After the jump, check out the positive impact McRoberts had at both ends of the floor throughout the third quarter. You may no longer mind that missed three at the end, because he certainly earned a shot, even if it wasn't his best.

  • McRoberts ran the floor, making himself a factor on delayed breaks because a defender had to account for him running all the way to the bucket.
  • McRoberts sets a screen to open Granger up to knock down a 20-footer.
  • Defensive rebound and outlet pass, then at the other end in a half-court set, drove the ball into the lane and dished to Dunleavy for an assist.
  • Next possession, from the high post, McRoberts fed Granger who had Chauncey Billups posted up. Granger went to work for a bucket.
  • On defense, McRoberts challenged a shot by Shelden Williams which he missed. Roy Hibbert then came over and swatted Williams' dunk attempt.
  • Next defensive possession McRoberts cleared the rebound with a solid outlet pass to get the offense going the other way.
  • On that offensive possession, McRoberts handled the ball on the left wing, fed it out to Dunleavy and then set a pick to free Darren Collison in the corner. Dunleavy fed Collison for yet another 3-ball.
  • Collison stole a Billups pass at the other end and pushed the ball up the floor with the Nuggets back on defense. McRoberts ran the left lane hard prepping for a possible alley oop pass which drew two Denver defenders. Danny Granger was left alone behind the running McRoberts and Collison found him for another 3-ball.
  • A couple of possessions later off a side in-bounds play, McRoberts had the ball on the left elbow and threw a nice pass over the top to Danny Granger for an easy bucket at the rim.
  • On the next possession, McRoberts was battling in the low post for position and Collison lost the handle while trying to get a pass into McRoberts. Gary Forbes took the ball on a break the other way. After Collison slowed up his layup attempt, McRoberts was there to swat the shot into the seats after running the length of the floor.
  • On the next offensive possession, McRoberts kept the ball movement going after getting the ball in the post, he made the pass out to T.J. Ford that led to the pass to Mike Dunleavy who was open for three. Denver defenders were forced to run out and foul Dunleavy in the act of shooting.
  • On the next defensive possession, McRoberts snagged another rebound and fueled the transition with the outlet pass to Ford. Then trailing the play, McRoberts took a feed from Ford going straight up the lane. When Al Harrington slid over to help, McRoberts dished to Hansbrough for a dunk, but not before Harrington threw a cross-body block on McRoberts earning a flagrant foul.
  • On the next defensive possession, McRoberts went up in a crowd for a high rebound and was able to tap it down to Hansbrough, giving the Pacers possession once again.
  • Two possessions later, McRoberts worked out of the high post with Dunleavy on the wing and Hansbrough down low. The trio kept the ball moving until, McRoberts screened Dunleavy's man to open him up for a pass from Hansbrough and another 3-ball.

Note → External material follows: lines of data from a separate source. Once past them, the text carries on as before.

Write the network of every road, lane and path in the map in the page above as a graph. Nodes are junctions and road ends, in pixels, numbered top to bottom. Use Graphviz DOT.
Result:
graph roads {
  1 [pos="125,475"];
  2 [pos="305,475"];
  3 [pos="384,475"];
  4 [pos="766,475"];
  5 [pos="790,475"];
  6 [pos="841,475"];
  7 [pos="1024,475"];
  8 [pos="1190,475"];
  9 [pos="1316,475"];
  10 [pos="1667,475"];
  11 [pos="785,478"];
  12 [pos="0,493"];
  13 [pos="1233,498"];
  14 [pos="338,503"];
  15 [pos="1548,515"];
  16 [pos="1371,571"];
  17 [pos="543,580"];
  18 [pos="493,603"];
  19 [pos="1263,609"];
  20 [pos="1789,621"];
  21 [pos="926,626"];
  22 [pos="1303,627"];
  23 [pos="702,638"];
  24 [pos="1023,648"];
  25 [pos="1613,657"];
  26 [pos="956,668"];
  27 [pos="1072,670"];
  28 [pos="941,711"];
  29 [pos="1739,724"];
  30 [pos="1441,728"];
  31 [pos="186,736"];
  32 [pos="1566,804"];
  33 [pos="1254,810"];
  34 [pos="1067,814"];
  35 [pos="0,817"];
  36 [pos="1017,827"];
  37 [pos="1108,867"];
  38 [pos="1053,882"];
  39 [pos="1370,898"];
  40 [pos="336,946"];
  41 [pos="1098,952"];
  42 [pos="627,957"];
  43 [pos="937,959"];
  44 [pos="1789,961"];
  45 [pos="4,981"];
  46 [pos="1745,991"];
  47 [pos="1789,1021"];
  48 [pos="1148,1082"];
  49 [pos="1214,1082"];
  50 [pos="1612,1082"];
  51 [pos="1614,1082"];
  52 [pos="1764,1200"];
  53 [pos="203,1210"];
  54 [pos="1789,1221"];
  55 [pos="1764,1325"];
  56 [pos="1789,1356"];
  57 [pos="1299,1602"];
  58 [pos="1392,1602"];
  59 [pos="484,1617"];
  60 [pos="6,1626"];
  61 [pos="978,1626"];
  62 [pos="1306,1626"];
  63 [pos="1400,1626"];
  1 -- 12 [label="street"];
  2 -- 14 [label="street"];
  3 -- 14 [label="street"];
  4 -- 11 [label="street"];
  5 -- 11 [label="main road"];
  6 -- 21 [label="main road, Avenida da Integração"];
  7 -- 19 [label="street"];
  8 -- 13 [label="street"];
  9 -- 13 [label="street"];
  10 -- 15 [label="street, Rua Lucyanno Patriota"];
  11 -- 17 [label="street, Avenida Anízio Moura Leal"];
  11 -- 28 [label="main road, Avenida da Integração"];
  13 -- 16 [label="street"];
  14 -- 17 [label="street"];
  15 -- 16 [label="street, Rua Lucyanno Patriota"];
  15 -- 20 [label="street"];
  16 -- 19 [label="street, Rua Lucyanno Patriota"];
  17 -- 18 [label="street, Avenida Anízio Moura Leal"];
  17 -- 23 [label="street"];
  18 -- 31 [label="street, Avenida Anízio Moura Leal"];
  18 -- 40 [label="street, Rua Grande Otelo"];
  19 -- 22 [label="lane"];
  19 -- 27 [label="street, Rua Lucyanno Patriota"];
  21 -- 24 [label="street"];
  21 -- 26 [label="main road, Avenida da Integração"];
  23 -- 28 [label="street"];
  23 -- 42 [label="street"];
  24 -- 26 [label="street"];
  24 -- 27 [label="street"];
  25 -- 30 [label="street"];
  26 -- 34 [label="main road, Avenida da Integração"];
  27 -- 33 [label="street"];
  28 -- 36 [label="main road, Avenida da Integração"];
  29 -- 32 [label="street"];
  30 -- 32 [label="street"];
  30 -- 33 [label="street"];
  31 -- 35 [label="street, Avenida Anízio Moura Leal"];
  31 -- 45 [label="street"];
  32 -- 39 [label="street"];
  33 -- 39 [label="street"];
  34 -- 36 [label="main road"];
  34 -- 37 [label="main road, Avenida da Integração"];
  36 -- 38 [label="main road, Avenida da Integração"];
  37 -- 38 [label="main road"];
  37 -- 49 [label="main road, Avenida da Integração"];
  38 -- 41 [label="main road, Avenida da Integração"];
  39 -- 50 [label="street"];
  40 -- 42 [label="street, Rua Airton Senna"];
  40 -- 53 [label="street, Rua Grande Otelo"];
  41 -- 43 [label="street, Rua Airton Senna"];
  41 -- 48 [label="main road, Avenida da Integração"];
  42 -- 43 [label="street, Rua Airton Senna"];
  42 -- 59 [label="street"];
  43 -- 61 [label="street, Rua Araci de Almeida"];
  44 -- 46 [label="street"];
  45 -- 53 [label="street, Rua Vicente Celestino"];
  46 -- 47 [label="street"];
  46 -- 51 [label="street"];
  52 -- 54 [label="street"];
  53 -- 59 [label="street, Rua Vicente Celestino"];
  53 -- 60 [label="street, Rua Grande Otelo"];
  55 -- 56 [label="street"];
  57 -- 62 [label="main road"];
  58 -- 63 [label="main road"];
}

  • A couple of defensive possessions later, McRoberts cleared another rebound and threw a strike with a baseball-throw outlet pass to Mike Dunleavy. This possession led to a corner three from Brandon Rush to complete the 54-point scoring binge for the quarter.

This isn't a catalog of every possession but just the times when McRoberts had a direct impact on the play, whether it be at the offensive or defensive end. To be honest, I wasn't expecting as much of an impact as I saw and the fact that he did this without taking a shot for 11:58 is pretty impressive.